Exercise goal – Quote the full listing word for word.

Data for this exercise –
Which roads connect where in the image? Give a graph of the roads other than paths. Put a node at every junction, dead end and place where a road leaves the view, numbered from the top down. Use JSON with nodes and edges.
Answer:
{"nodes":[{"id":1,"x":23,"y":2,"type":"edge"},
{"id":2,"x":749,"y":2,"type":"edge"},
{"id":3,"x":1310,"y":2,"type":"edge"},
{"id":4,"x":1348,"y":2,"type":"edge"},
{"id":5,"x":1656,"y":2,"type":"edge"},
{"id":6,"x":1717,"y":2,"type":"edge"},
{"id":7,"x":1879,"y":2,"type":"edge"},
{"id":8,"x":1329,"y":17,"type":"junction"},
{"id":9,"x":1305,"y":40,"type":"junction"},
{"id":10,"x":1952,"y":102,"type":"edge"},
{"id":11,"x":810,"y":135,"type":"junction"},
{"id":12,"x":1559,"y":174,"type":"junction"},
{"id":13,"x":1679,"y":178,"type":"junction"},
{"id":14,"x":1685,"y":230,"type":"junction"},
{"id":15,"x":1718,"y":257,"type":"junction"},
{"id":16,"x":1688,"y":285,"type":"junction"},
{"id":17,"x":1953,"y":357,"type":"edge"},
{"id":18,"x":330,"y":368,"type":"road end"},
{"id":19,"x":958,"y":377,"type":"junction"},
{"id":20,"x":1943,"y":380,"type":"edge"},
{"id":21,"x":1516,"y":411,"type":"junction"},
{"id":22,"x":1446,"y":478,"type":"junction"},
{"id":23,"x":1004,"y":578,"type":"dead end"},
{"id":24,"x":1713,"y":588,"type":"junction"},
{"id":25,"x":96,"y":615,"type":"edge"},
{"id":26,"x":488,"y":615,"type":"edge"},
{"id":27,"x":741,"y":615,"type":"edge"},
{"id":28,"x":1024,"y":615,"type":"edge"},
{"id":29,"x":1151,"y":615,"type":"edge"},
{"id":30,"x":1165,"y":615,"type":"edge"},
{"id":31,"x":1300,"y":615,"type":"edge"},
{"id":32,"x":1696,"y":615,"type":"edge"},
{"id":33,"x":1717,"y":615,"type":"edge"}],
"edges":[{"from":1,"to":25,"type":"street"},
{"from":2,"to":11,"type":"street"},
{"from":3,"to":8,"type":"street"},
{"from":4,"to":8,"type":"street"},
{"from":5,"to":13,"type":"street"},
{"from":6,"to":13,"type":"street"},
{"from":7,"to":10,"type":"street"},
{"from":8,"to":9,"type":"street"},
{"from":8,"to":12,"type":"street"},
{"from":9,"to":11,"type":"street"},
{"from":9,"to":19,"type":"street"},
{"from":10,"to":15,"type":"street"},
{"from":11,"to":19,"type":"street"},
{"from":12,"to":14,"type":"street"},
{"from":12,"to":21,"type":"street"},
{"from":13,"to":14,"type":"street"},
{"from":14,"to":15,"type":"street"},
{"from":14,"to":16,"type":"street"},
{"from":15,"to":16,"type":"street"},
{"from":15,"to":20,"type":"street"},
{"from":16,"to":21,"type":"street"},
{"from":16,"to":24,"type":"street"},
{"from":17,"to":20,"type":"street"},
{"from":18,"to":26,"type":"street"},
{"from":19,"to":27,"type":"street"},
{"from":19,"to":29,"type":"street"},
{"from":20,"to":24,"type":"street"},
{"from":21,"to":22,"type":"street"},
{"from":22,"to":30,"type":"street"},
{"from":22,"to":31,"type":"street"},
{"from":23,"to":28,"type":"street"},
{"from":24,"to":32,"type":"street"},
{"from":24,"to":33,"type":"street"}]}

Output of the exercise –
Which roads connect where in the image? Give a graph of the roads other than paths. Put a node at every junction, dead end and place where a road leaves the view, numbered from the top down. Use JSON with nodes and edges.
Answer:
{"nodes":[{"id":1,"x":23,"y":2,"type":"edge"},
{"id":2,"x":749,"y":2,"type":"edge"},
{"id":3,"x":1310,"y":2,"type":"edge"},
{"id":4,"x":1348,"y":2,"type":"edge"},
{"id":5,"x":1656,"y":2,"type":"edge"},
{"id":6,"x":1717,"y":2,"type":"edge"},
{"id":7,"x":1879,"y":2,"type":"edge"},
{"id":8,"x":1329,"y":17,"type":"junction"},
{"id":9,"x":1305,"y":40,"type":"junction"},
{"id":10,"x":1952,"y":102,"type":"edge"},
{"id":11,"x":810,"y":135,"type":"junction"},
{"id":12,"x":1559,"y":174,"type":"junction"},
{"id":13,"x":1679,"y":178,"type":"junction"},
{"id":14,"x":1685,"y":230,"type":"junction"},
{"id":15,"x":1718,"y":257,"type":"junction"},
{"id":16,"x":1688,"y":285,"type":"junction"},
{"id":17,"x":1953,"y":357,"type":"edge"},
{"id":18,"x":330,"y":368,"type":"road end"},
{"id":19,"x":958,"y":377,"type":"junction"},
{"id":20,"x":1943,"y":380,"type":"edge"},
{"id":21,"x":1516,"y":411,"type":"junction"},
{"id":22,"x":1446,"y":478,"type":"junction"},
{"id":23,"x":1004,"y":578,"type":"dead end"},
{"id":24,"x":1713,"y":588,"type":"junction"},
{"id":25,"x":96,"y":615,"type":"edge"},
{"id":26,"x":488,"y":615,"type":"edge"},
{"id":27,"x":741,"y":615,"type":"edge"},
{"id":28,"x":1024,"y":615,"type":"edge"},
{"id":29,"x":1151,"y":615,"type":"edge"},
{"id":30,"x":1165,"y":615,"type":"edge"},
{"id":31,"x":1300,"y":615,"type":"edge"},
{"id":32,"x":1696,"y":615,"type":"edge"},
{"id":33,"x":1717,"y":615,"type":"edge"}],
"edges":[{"from":1,"to":25,"type":"street"},
{"from":2,"to":11,"type":"street"},
{"from":3,"to":8,"type":"street"},
{"from":4,"to":8,"type":"street"},
{"from":5,"to":13,"type":"street"},
{"from":6,"to":13,"type":"street"},
{"from":7,"to":10,"type":"street"},
{"from":8,"to":9,"type":"street"},
{"from":8,"to":12,"type":"street"},
{"from":9,"to":11,"type":"street"},
{"from":9,"to":19,"type":"street"},
{"from":10,"to":15,"type":"street"},
{"from":11,"to":19,"type":"street"},
{"from":12,"to":14,"type":"street"},
{"from":12,"to":21,"type":"street"},
{"from":13,"to":14,"type":"street"},
{"from":14,"to":15,"type":"street"},
{"from":14,"to":16,"type":"street"},
{"from":15,"to":16,"type":"street"},
{"from":15,"to":20,"type":"street"},
{"from":16,"to":21,"type":"street"},
{"from":16,"to":24,"type":"street"},
{"from":17,"to":20,"type":"street"},
{"from":18,"to":26,"type":"street"},
{"from":19,"to":27,"type":"street"},
{"from":19,"to":29,"type":"street"},
{"from":20,"to":24,"type":"street"},
{"from":21,"to":22,"type":"street"},
{"from":22,"to":30,"type":"street"},
{"from":22,"to":31,"type":"street"},
{"from":23,"to":28,"type":"street"},
{"from":24,"to":32,"type":"street"},
{"from":24,"to":33,"type":"street"}]}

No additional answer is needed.